Production & Scale/Production Operations
Advanced10 min

Cost Optimization & Caching

Reducing LLM costs by 60-90%: prompt caching, model tiering, semantic caching, and token budget management.

Quick Reference

  • Anthropic prompt caching reduces costs up to 90% for repeated system prompts and tool definitions
  • Model tiering: use Haiku for classification/routing, Sonnet for general tasks, Opus for complex reasoning
  • Semantic caching: embed the query, check if a similar query was answered recently, return cached response
  • Set per-request token budgets using max_tokens and track cumulative cost per conversation
  • Compress tool outputs before passing back to the LLM — most tool results contain redundant data

Cost Breakdown

Agents are 10-100x more expensive than single LLM calls

A single agent turn may involve multiple LLM calls (reasoning, tool selection, response generation), each carrying the full conversation context. Multi-turn conversations compound this multiplicatively.

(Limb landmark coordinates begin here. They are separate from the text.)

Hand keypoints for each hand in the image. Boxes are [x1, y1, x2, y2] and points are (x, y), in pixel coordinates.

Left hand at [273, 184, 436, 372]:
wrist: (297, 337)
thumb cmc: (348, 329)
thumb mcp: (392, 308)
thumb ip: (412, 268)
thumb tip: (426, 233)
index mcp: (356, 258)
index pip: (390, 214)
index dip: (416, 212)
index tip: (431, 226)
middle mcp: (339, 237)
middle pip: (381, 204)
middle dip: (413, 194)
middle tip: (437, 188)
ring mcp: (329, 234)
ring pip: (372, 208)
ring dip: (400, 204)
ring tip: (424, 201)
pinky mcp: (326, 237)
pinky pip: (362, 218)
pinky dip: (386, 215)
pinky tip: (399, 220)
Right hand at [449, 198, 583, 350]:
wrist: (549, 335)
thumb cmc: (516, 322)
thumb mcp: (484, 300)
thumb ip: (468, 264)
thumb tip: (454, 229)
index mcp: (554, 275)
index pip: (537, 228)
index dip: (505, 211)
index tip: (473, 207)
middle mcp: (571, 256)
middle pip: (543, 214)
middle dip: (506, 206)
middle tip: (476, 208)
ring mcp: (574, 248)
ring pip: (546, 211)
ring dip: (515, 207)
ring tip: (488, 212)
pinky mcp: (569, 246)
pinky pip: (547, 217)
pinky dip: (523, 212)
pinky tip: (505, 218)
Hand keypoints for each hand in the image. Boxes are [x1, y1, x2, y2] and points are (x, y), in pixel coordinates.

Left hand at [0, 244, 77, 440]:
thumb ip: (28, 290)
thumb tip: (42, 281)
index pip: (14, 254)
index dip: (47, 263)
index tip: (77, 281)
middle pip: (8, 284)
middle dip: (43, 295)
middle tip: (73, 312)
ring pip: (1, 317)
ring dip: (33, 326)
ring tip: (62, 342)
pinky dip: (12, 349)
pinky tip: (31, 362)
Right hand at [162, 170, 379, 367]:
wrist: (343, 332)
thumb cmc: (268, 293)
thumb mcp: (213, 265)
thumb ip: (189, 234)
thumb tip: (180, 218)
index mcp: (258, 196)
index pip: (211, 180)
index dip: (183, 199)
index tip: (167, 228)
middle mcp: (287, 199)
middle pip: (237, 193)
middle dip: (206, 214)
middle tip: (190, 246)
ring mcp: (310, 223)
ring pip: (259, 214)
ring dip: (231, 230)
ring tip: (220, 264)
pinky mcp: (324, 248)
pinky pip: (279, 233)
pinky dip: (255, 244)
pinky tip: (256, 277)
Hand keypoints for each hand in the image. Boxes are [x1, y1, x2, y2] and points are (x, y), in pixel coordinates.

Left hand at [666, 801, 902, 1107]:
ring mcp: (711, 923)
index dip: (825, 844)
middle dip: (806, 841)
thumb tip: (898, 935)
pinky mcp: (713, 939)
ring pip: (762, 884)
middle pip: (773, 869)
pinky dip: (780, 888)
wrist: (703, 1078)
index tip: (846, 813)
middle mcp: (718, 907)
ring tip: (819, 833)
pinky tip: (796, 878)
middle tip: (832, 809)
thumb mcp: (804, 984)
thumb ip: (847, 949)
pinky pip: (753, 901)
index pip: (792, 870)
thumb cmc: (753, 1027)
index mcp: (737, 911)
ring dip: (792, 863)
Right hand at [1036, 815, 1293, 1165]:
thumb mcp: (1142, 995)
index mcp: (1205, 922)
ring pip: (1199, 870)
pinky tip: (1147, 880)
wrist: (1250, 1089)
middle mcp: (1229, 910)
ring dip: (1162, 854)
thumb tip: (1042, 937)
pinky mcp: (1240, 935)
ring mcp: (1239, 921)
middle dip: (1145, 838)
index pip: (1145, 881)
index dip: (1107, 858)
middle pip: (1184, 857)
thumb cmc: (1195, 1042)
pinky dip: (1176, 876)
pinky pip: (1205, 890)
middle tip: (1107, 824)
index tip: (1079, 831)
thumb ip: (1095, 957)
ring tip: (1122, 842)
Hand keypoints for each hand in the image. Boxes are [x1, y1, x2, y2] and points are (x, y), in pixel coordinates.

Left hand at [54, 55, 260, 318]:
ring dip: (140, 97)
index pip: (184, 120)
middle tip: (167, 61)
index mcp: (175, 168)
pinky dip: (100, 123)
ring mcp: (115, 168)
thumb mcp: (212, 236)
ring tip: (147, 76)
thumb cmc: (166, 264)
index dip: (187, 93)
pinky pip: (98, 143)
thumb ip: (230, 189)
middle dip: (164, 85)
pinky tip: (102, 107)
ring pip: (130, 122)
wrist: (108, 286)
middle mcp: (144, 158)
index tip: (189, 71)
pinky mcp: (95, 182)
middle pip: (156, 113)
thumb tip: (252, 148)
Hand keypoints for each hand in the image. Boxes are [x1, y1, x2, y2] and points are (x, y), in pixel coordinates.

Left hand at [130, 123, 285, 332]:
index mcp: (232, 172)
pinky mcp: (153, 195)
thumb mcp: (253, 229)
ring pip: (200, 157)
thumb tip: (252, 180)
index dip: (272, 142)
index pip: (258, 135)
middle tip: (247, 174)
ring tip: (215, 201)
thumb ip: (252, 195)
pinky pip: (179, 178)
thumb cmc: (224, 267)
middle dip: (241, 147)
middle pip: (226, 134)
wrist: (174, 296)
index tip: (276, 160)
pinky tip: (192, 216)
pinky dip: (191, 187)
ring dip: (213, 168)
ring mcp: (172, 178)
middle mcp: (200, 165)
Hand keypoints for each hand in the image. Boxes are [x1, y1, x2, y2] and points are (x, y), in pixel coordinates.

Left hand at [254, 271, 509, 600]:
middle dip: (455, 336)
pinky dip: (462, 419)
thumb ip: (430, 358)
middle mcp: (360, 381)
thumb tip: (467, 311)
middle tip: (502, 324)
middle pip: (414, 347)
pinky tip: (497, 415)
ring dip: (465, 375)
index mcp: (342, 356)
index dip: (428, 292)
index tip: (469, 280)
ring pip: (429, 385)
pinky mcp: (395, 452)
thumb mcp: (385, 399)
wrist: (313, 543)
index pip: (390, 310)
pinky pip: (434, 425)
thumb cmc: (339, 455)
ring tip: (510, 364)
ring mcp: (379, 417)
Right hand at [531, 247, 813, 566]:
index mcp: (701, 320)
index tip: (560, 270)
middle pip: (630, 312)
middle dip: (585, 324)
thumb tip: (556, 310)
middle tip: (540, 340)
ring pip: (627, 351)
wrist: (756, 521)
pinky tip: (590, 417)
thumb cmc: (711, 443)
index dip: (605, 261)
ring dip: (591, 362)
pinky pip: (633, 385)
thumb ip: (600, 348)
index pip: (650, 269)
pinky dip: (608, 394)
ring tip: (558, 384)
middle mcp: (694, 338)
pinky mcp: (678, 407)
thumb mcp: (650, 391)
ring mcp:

Cost Component% of Total (typical)Optimization Lever
Input tokens (system prompt + history)40-60%Prompt caching, context compression, summarization
Output tokens (reasoning + response)15-25%Model tiering, max_tokens limits, concise prompts
Tool call overhead (tool descriptions)10-20%Cache tool definitions, lazy-load tool schemas
Retry/fallback tokens5-15%Better error classification, fewer unnecessary retries
Eval & monitoring2-5%Sample production traces instead of logging 100%

Input tokens dominate cost because every turn resends the full system prompt, tool definitions, and conversation history. A 10-turn conversation with a 2K system prompt sends that prompt 10 times. This is why prompt caching has the highest ROI of any optimization.